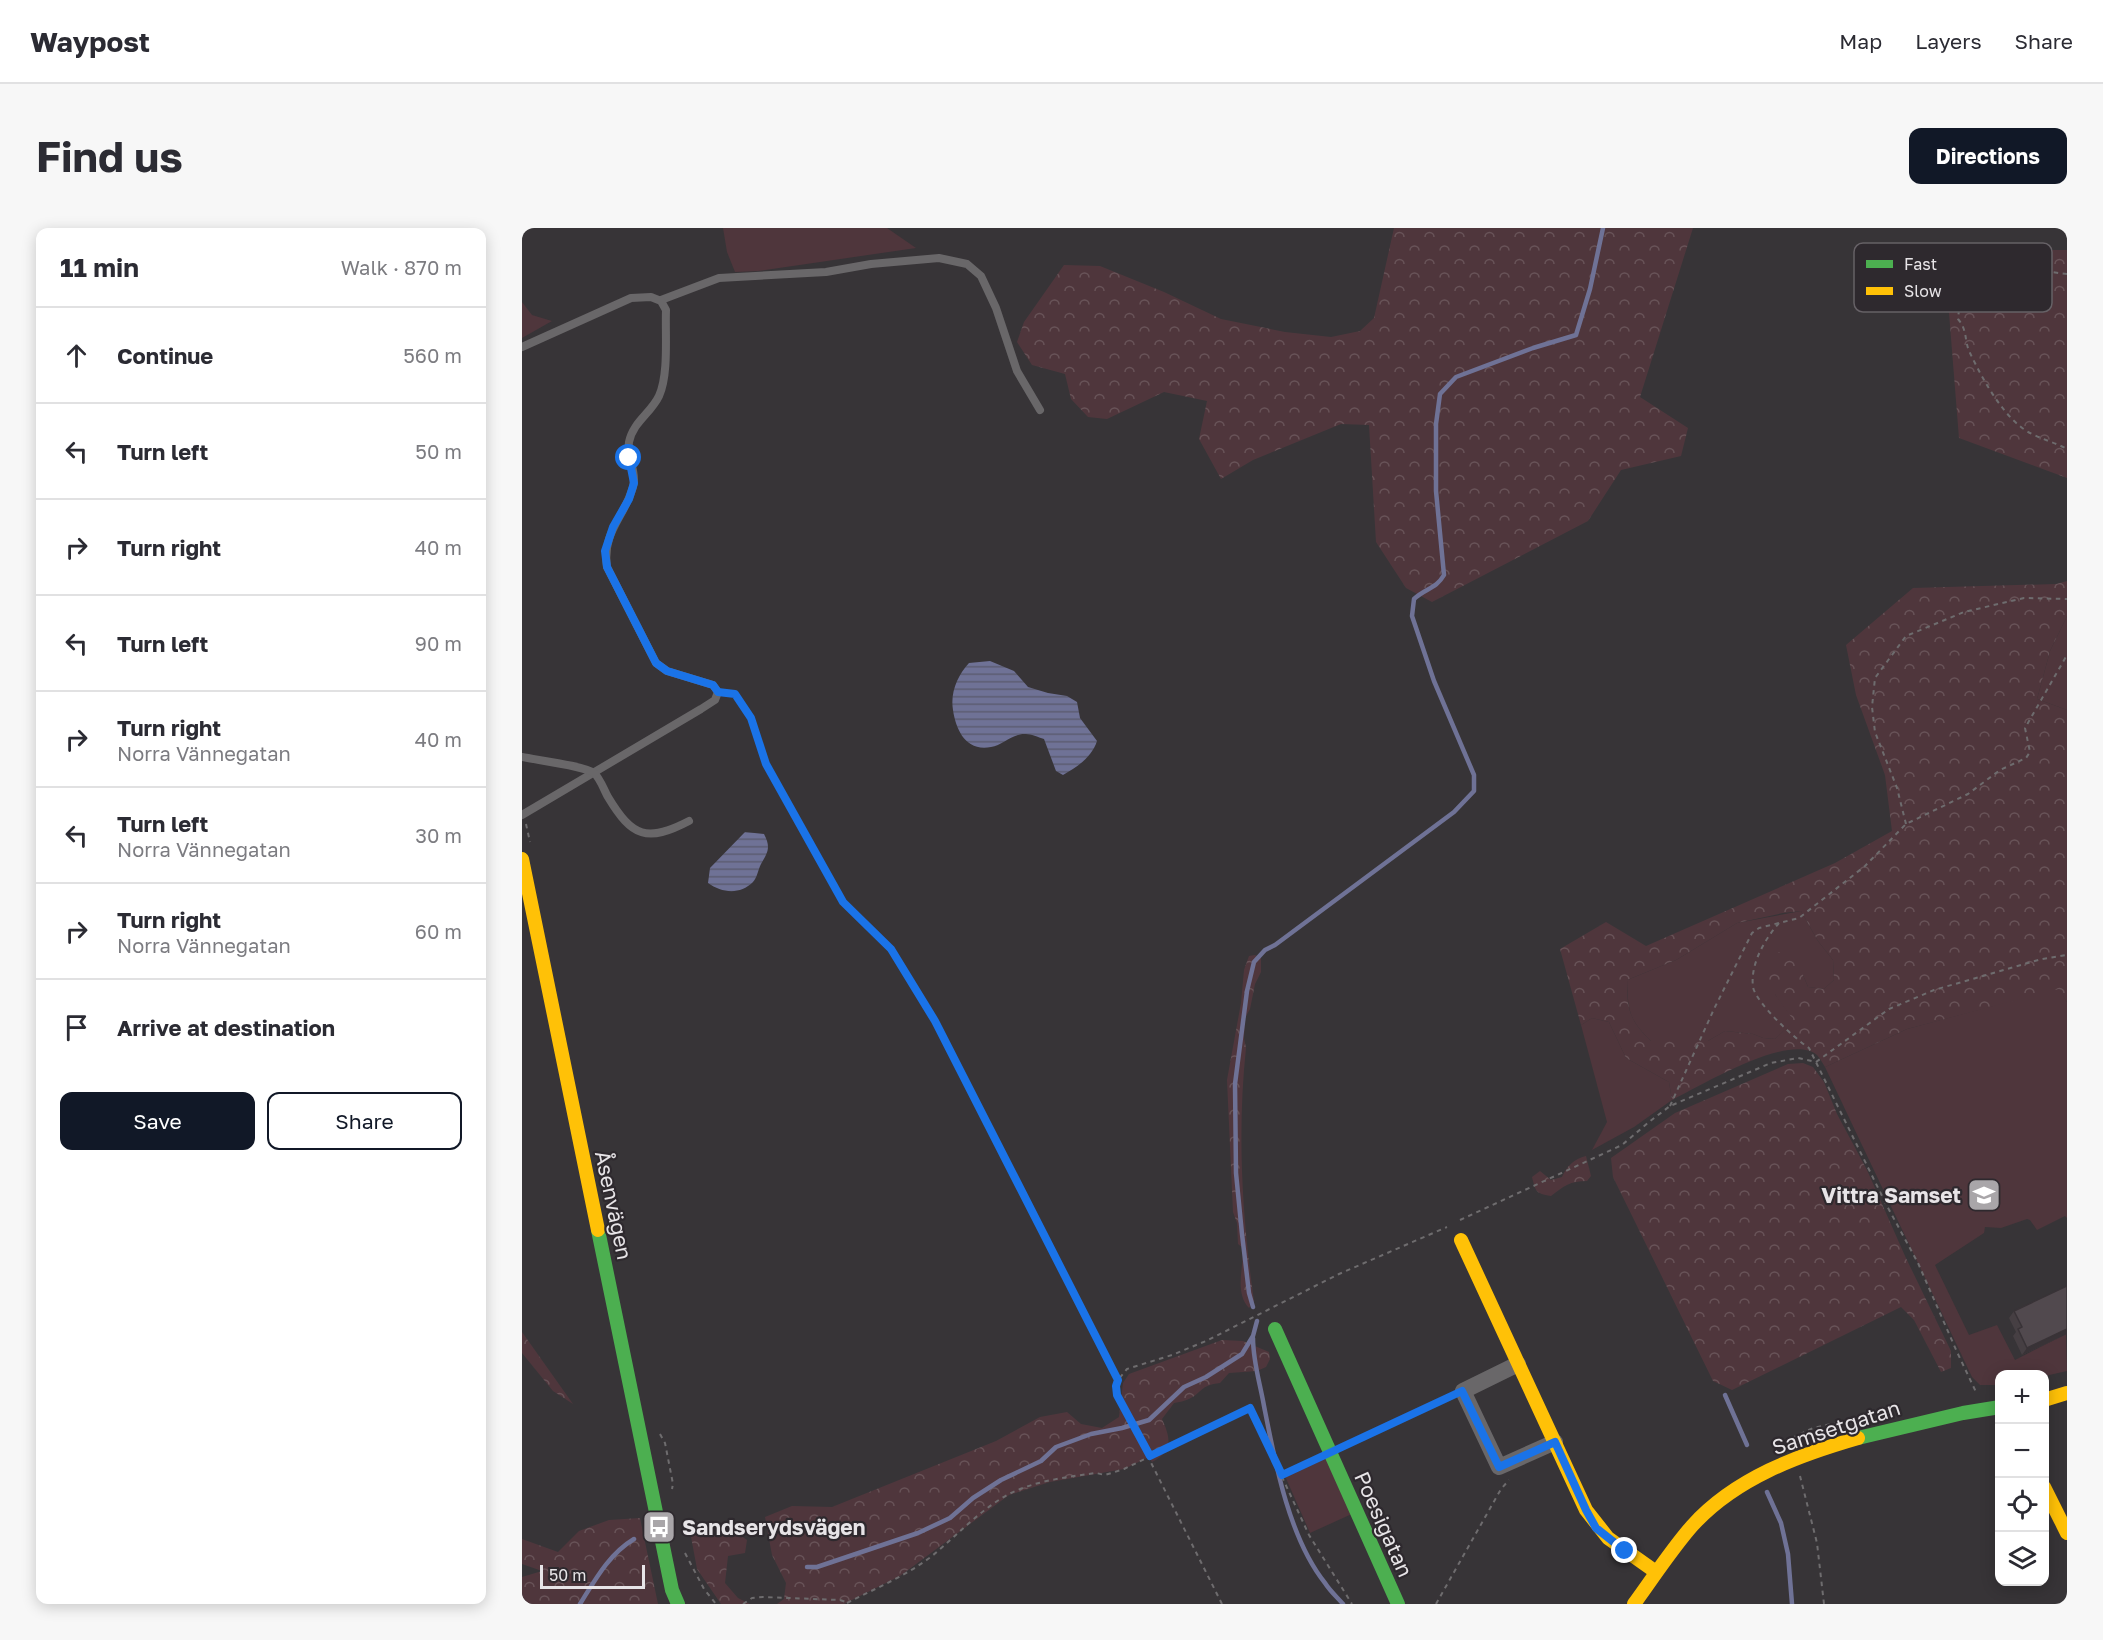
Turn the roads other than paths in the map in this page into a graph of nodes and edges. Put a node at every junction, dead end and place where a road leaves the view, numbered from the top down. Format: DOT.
graph roads {
  1 [pos="661,300"];
  2 [pos="522,347"];
  3 [pos="1040,410"];
  4 [pos="522,757"];
  5 [pos="594,773"];
  6 [pos="522,815"];
  7 [pos="689,821"];
  8 [pos="522,859"];
  9 [pos="1461,1240"];
  10 [pos="1275,1329"];
  11 [pos="1518,1364"];
  12 [pos="2067,1393"];
  13 [pos="2049,1398"];
  14 [pos="1995,1408"];
  15 [pos="1555,1442"];
  16 [pos="2049,1497"];
  17 [pos="2067,1533"];
  18 [pos="666,1558"];
  19 [pos="1656,1572"];
  20 [pos="686,1590"];
  21 [pos="678,1604"];
  22 [pos="1398,1604"];
  23 [pos="1634,1604"];
  1 -- 2 [label="lane"];
  1 -- 3 [label="lane"];
  1 -- 5 [label="lane"];
  4 -- 5 [label="lane"];
  5 -- 6 [label="lane"];
  5 -- 7 [label="lane"];
  8 -- 18 [label="street, Åsenvägen"];
  9 -- 11 [label="street"];
  10 -- 22 [label="street, Poesigatan"];
  11 -- 15 [label="street"];
  11 -- 15 [label="street"];
  12 -- 13 [label="street"];
  14 -- 19 [label="street, Samsetgatan"];
  15 -- 19 [label="street"];
  16 -- 17 [label="street"];
  18 -- 20 [label="street, Åsenvägen"];
  18 -- 21 [label="street, Åsenvägen"];
  19 -- 23 [label="street, Samsetgatan"];
}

### Task requirements
Return every line from the entries above that includes the word "graph".

### Your solution
Turn the roads other than paths in the map in this page into a graph of nodes and edges. Put a node at every junction, dead end and place where a road leaves the view, numbered from the top down. Format: DOT.
graph roads {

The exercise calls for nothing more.